Setelah libur panjang lebaran, Jimly bikin “kejutan” mengajukan surat pengunduran diri sebagai hakim  di Mahkamah Konstitusi. Surat disampaikan 6 Oktober kepada Ketua dan tujuh hakim lain.  Kejutan ini sebenarnya tidak mengejutkan dalam konteks negeri ini. Setelah Jimly ditumbangkan Mahfud MD 19 Agustus lalu maka kita disodorkan pada pertanyaan “ketimuran”, bagaimana posisi mantan ketua ?  Apakah dia akan duduk dibawah Ketua baru. Apakah Ketua baru akan ewuh pekewuh untuk hal ini. Saya menduga Mahfud tidak punya sikap pekewuh dan akhirnya Jimly dan hakim serta staf lain terpeleset dalam  perasaan sendiri. Situasi menjadi kagok justru mungkin telah dibuat oleh barisan Jimly di Mahkamah.

Dalam alam demokrasi soal pekewuh dan perasaan yang tidak jelas juntrungnya harus dilenyapkan. Seorang mantan ketua harus legowo dan tetap mengabdi pada tugasnya sebagai hakim bukan pada jabatan ketua.  Haruslah dipahami bahwa baik ketua maupun mantan mengabdi pada negara dan bangsa dalam jabatannya.
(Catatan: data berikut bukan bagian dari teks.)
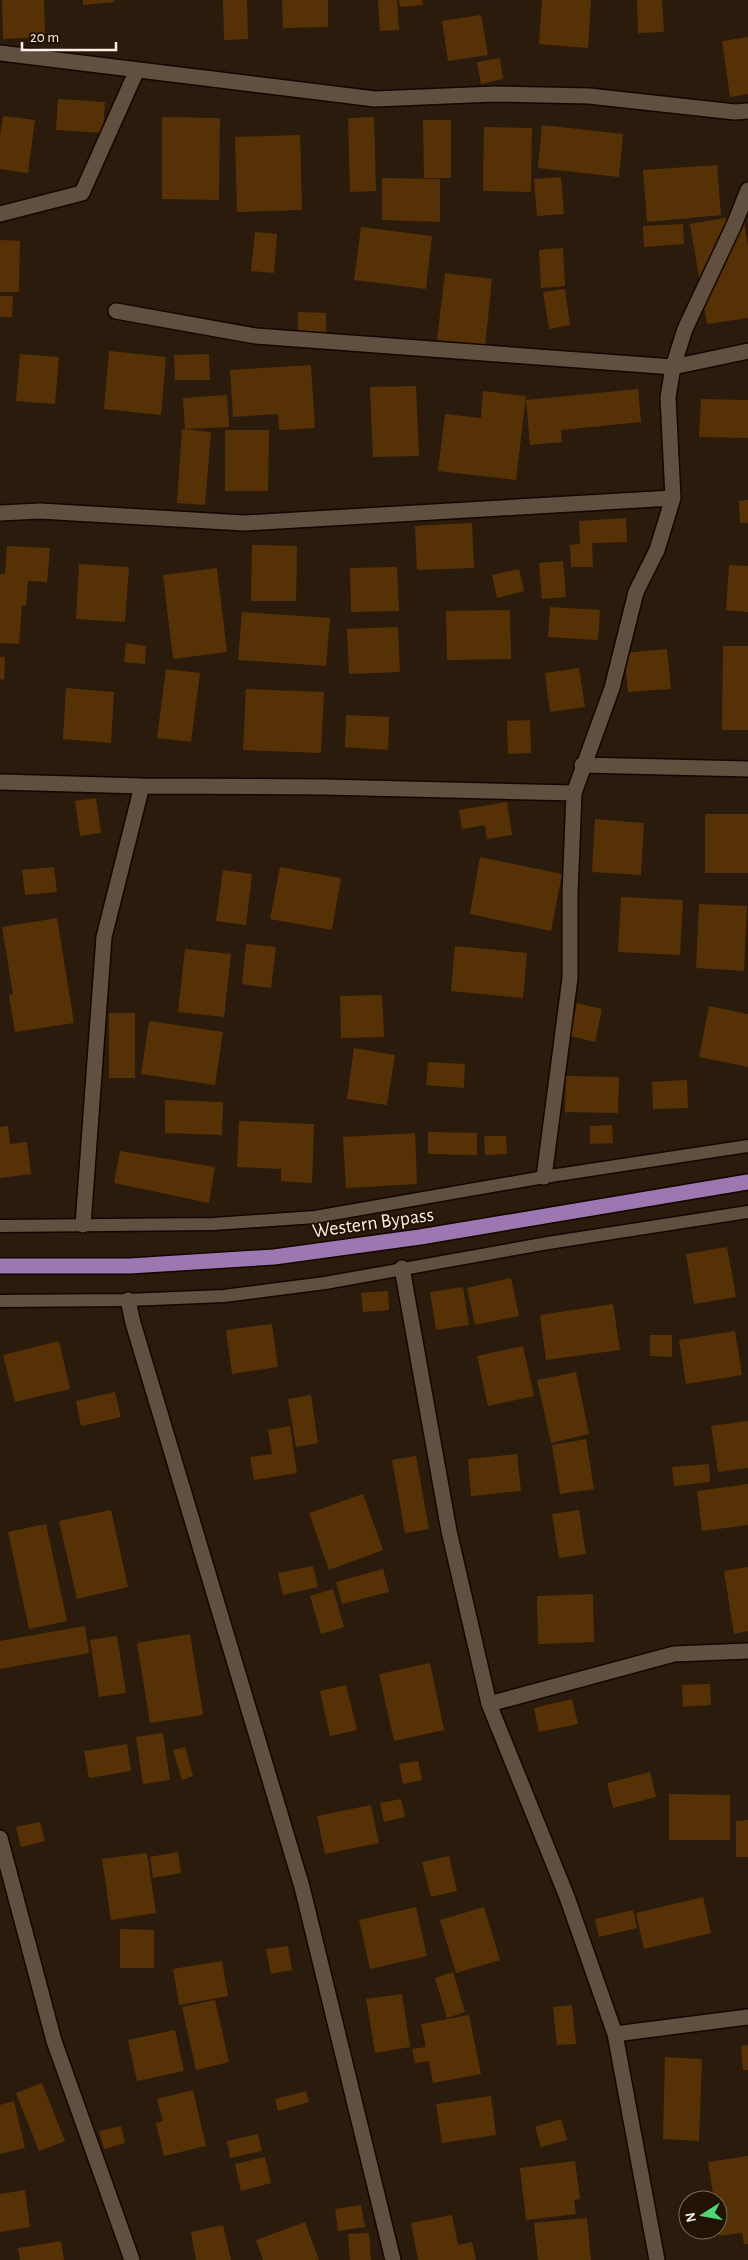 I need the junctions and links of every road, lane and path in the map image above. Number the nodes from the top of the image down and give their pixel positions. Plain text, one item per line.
1 (0, 53) edge
2 (137, 70) junction
3 (748, 111) edge
4 (748, 190) edge
5 (0, 214) edge
6 (116, 311) dead end
7 (748, 351) edge
8 (673, 367) junction
9 (673, 498) junction
10 (0, 513) edge
11 (582, 765) junction
12 (748, 769) edge
13 (0, 782) edge
14 (142, 786) junction
15 (574, 793) junction
16 (748, 1146) edge
17 (544, 1177) junction
18 (748, 1182) edge
19 (748, 1212) edge
20 (82, 1225) junction
21 (0, 1226) edge
22 (0, 1266) edge
23 (402, 1268) junction
24 (128, 1300) junction
25 (0, 1301) edge
26 (748, 1651) edge
27 (489, 1704) junction
28 (0, 1838) edge
29 (748, 2017) edge
30 (615, 2034) junction
31 (132, 2260) edge
32 (393, 2260) edge
33 (657, 2260) edge

1 - 2 street
2 - 3 street
2 - 5 street
4 - 8 street
6 - 8 street
7 - 8 street
8 - 9 street
9 - 10 street
9 - 11 street
11 - 12 street
11 - 15 street
13 - 14 street
14 - 15 street
14 - 20 street
15 - 17 street
16 - 17 lane
17 - 20 lane
18 - 22 main road, Western Bypass
19 - 23 lane
20 - 21 lane
23 - 24 lane
23 - 27 street
24 - 25 lane
24 - 32 street
26 - 27 street
27 - 30 street
28 - 31 street
29 - 30 street
30 - 33 street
Dia harus mencintai tugasnya tanpa memandang posisi ketua atau anggota.  Dia juga melayani publik.  Jangan karena gagal menjadi ketua lalu mengundurkan diri.  Ini bukan pilkada tetapi Mahkamah Konstitusi, yang merupakan salah satu pilar negara hukum dan demokrasi di negeri ini.  Proses pemilihan hakim konstitusi tidak mudah dan makan waktu.  Karena Jimly berasal  dari usul DPR maka ini akan menambah tugas baru di DPR sedang masih banyak lagi hal yang harus diselesaikan.   Kita harus melihat bagaimana Israel menghayati demokrasi.  Seorang perdana menteri yang kalah hari ini harus sudah siap menjadi menteri perumahan rakyat dalam kabinet baru yang dipimpin mantan menteri dalam negeri yang menjadi perdana menteri baru.

Rezim Soeharto sudah membaca hal-hal seperti ini, dan menawarkan jabatan baru kepada mantan menteri kabinetnya. Tetapi untuk konteks sekarang jabatan apa dan siapa yang menawarkan posisi kepada Jimly tidak jelas.  Dalam posisi Ketua MK tadinya beberapa partai politik melirik Jimly sebagai calon wapres, tetapi bagaimana sekarang..? Wallahua alam. Karena politik seperti cuaca, bisa berubah sewaktu-waktu.